What to do »
Word for word, restate every record, though not the pictures.

════════════════

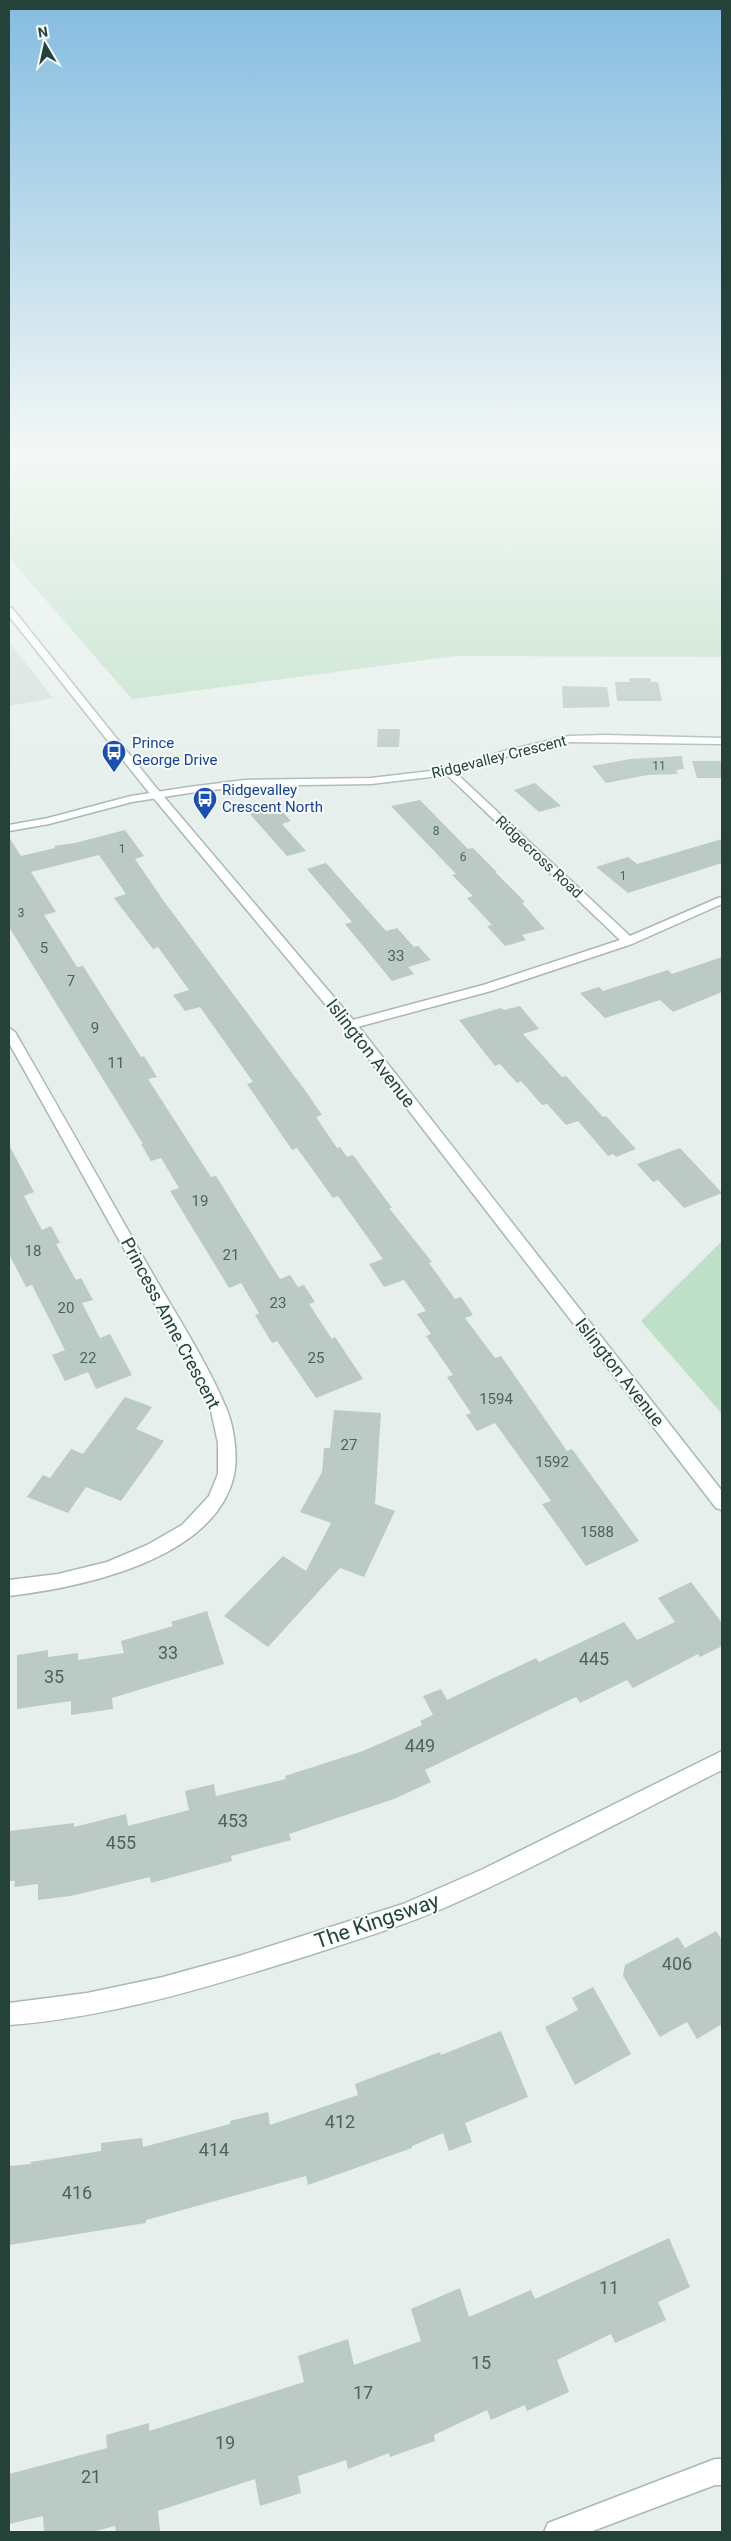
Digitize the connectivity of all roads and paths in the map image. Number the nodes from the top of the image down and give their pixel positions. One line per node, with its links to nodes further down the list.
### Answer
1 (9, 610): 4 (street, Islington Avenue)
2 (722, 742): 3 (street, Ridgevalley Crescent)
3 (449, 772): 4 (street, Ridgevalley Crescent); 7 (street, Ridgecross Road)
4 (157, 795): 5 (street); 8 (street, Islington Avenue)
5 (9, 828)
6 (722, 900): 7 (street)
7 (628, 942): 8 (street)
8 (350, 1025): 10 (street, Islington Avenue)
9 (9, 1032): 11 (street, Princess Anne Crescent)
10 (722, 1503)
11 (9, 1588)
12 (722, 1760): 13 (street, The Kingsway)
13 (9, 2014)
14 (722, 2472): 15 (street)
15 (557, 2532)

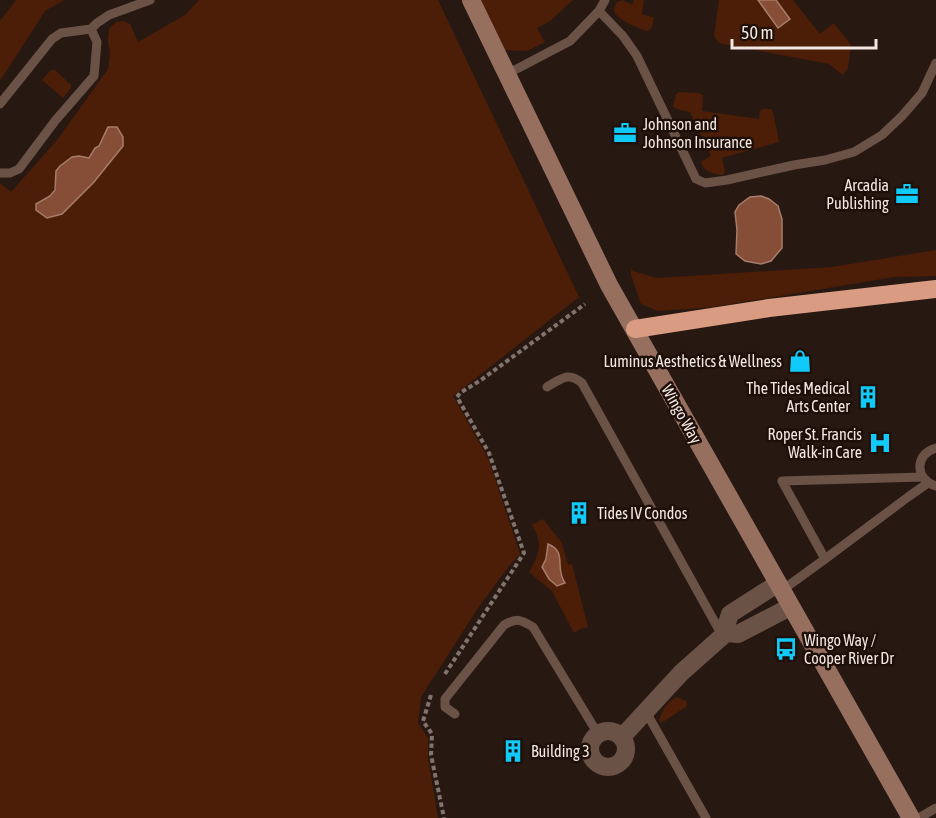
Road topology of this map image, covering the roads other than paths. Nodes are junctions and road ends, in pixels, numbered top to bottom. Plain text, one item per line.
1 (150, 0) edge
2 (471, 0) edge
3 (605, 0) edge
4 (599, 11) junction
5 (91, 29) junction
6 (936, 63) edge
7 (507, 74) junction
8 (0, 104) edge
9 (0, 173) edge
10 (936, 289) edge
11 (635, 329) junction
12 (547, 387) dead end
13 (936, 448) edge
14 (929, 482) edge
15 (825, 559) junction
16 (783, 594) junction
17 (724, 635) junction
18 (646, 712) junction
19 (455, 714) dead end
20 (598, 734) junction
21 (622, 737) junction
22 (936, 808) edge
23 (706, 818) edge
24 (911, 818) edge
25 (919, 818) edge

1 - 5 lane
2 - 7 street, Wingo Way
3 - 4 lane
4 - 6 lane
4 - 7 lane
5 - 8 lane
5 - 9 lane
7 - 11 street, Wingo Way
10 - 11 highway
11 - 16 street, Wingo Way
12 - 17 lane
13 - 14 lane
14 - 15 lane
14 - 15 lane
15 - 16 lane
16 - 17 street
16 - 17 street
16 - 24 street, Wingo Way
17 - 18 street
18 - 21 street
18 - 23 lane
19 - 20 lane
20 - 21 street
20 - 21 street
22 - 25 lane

════════════════

Output of the exercise »
Digitize the connectivity of all roads and paths in the map image. Number the nodes from the top of the image down and give their pixel positions. One line per node, with its links to nodes further down the list.
### Answer
1 (9, 610): 4 (street, Islington Avenue)
2 (722, 742): 3 (street, Ridgevalley Crescent)
3 (449, 772): 4 (street, Ridgevalley Crescent); 7 (street, Ridgecross Road)
4 (157, 795): 5 (street); 8 (street, Islington Avenue)
5 (9, 828)
6 (722, 900): 7 (street)
7 (628, 942): 8 (street)
8 (350, 1025): 10 (street, Islington Avenue)
9 (9, 1032): 11 (street, Princess Anne Crescent)
10 (722, 1503)
11 (9, 1588)
12 (722, 1760): 13 (street, The Kingsway)
13 (9, 2014)
14 (722, 2472): 15 (street)
15 (557, 2532)

Road topology of this map image, covering the roads other than paths. Nodes are junctions and road ends, in pixels, numbered top to bottom. Plain text, one item per line.
1 (150, 0) edge
2 (471, 0) edge
3 (605, 0) edge
4 (599, 11) junction
5 (91, 29) junction
6 (936, 63) edge
7 (507, 74) junction
8 (0, 104) edge
9 (0, 173) edge
10 (936, 289) edge
11 (635, 329) junction
12 (547, 387) dead end
13 (936, 448) edge
14 (929, 482) edge
15 (825, 559) junction
16 (783, 594) junction
17 (724, 635) junction
18 (646, 712) junction
19 (455, 714) dead end
20 (598, 734) junction
21 (622, 737) junction
22 (936, 808) edge
23 (706, 818) edge
24 (911, 818) edge
25 (919, 818) edge

1 - 5 lane
2 - 7 street, Wingo Way
3 - 4 lane
4 - 6 lane
4 - 7 lane
5 - 8 lane
5 - 9 lane
7 - 11 street, Wingo Way
10 - 11 highway
11 - 16 street, Wingo Way
12 - 17 lane
13 - 14 lane
14 - 15 lane
14 - 15 lane
15 - 16 lane
16 - 17 street
16 - 17 street
16 - 24 street, Wingo Way
17 - 18 street
18 - 21 street
18 - 23 lane
19 - 20 lane
20 - 21 street
20 - 21 street
22 - 25 lane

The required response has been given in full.